Adaptative metabolic response of human colonic epithelial cells to the adverse effects of the luminal compound sulfide.

Hydrogen sulfide (H(2)S), a bacterial metabolite present in the lumen of the large intestine, is able to exert deleterious effects on the colonic epithelium. The mechanisms involved are still poorly understood, the reported effect of sulfide being its capacity to reduce n-butyrate beta-oxidation in colonocytes. In this work, we studied both the acute effect of the sodium salt of H(2)S on human colonic epithelial cell metabolism and the adaptative response of these cells to the pre-treatment with this agent. Using the human colon carcinoma epithelial HT-29 Glc(-/+) cell model, we found that the acute effect of millimolar concentrations of NaHS was to inhibit l-glutamine, n-butyrate and acetate oxidation in a dose-dependent manner. Using micromolar concentrations of NaHS, a comparable effect but largely reversible was observed for O(2) consumption and cytochrome c oxidase activity. Pre-treatment with 1 mM NaHS induced several adaptative responses. Firstly, increased lactate release and decreased cellular oxygen consumption evidenced a Pasteur-like effect which only partly compensated for the altered mitochondrial ATP production. Thus, a decrease in the proliferation rate with a constant adenylate charge was observed. Secondly, in these pre-treated cells, NaHS induced a hypoxia-like effect on cytochrome c oxidase subunits I and II which were decreased. Thirdly, a mild uncoupling of mitochondrial respiration possibly resulting from an increase of UCP 2 protein was observed.

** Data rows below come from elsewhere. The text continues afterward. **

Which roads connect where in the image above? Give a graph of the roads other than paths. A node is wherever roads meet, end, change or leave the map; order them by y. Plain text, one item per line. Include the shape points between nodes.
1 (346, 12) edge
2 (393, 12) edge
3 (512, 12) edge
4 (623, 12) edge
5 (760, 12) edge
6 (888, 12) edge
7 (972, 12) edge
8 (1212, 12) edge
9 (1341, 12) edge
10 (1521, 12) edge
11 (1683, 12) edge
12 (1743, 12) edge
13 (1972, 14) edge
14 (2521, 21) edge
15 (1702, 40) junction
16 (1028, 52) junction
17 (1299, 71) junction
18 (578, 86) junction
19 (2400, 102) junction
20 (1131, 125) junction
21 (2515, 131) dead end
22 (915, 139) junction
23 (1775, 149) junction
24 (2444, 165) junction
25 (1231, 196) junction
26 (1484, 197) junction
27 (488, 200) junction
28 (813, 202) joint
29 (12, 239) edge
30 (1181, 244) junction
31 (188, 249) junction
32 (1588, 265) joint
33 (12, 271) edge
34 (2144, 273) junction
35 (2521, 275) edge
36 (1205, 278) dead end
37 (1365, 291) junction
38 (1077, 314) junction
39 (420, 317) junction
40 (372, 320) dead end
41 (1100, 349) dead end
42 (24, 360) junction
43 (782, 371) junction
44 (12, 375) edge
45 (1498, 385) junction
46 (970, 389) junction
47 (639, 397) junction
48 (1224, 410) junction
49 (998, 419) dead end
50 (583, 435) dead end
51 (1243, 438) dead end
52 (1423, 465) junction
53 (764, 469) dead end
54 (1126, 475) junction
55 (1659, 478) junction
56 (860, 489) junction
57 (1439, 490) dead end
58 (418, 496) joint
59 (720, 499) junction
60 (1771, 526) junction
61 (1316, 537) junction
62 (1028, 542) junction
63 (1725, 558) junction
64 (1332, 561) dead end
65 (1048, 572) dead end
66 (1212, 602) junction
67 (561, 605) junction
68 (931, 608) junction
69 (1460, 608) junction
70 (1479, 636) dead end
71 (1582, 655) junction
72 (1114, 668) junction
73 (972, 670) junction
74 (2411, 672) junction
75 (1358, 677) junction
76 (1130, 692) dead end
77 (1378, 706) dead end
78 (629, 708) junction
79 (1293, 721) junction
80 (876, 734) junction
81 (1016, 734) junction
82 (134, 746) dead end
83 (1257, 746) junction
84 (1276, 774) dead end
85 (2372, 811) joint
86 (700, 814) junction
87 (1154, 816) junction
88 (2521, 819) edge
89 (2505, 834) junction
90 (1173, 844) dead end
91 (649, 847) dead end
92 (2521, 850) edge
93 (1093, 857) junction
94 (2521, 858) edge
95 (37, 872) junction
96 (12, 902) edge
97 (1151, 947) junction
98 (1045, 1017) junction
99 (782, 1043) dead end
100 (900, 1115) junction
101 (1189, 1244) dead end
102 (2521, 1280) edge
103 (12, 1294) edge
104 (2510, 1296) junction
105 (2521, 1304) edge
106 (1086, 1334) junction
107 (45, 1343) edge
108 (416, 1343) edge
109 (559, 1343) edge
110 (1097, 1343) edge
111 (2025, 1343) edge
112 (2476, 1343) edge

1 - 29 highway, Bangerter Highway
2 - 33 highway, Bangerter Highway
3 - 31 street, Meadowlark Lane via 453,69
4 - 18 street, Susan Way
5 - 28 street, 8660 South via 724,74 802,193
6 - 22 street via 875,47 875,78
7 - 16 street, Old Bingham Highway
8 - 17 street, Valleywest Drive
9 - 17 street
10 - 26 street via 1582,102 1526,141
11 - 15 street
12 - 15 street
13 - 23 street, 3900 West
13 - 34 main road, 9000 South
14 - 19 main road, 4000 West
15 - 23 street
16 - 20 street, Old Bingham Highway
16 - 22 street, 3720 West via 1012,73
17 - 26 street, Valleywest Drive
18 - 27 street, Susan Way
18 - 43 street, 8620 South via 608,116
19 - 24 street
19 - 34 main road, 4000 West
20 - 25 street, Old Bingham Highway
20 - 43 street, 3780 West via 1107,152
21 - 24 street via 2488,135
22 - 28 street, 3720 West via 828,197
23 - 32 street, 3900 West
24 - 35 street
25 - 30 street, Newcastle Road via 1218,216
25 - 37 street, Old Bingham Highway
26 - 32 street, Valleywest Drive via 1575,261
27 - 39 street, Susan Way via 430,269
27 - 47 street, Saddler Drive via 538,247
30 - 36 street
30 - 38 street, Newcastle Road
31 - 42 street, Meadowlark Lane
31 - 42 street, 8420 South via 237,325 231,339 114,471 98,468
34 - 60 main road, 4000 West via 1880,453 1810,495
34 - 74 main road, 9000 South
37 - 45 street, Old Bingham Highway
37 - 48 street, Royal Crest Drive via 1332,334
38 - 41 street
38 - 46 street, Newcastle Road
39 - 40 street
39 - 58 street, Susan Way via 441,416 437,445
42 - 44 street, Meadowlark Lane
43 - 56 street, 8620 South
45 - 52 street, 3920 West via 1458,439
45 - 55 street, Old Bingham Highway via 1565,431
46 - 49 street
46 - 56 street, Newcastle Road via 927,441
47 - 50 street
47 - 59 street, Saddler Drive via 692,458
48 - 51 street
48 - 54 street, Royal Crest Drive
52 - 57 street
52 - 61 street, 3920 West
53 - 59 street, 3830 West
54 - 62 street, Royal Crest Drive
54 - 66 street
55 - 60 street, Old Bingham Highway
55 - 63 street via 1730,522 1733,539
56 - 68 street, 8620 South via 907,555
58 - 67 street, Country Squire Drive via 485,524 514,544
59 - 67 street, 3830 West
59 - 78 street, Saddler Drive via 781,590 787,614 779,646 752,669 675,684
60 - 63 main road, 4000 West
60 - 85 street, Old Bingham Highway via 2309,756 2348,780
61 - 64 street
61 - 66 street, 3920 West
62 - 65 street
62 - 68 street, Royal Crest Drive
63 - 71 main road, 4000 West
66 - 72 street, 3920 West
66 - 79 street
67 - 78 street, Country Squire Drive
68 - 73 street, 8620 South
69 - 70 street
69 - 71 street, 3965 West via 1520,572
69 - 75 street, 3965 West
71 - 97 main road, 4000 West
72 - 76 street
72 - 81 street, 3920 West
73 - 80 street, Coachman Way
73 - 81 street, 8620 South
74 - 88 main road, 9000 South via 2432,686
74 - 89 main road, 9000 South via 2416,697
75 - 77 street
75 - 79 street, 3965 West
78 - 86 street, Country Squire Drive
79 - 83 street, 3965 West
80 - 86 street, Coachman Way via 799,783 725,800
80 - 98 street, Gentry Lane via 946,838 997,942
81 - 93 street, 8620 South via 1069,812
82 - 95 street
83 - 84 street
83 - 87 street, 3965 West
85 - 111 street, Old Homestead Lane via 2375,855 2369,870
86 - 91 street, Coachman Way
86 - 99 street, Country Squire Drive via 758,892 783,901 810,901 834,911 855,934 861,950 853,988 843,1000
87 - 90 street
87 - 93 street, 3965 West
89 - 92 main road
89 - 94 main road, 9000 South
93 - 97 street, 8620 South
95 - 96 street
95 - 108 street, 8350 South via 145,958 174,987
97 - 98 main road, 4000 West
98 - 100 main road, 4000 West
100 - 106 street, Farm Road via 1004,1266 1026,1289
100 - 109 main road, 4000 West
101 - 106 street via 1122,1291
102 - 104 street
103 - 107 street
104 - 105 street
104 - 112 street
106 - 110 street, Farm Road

The NaHS antimitotic activity was not due to cellular apoptosis and/or necrosis but to a proportional slowdown in all cell cycle phases. These results are compatible with a metabolic adaptative response of the HT-29 colonic epithelial cells to sulfide-induced O(2) consumption reduction which, through the maintenance of a constant energetic load and an increased mitochondrial proton leak, would participate in the preservation of cellular viability.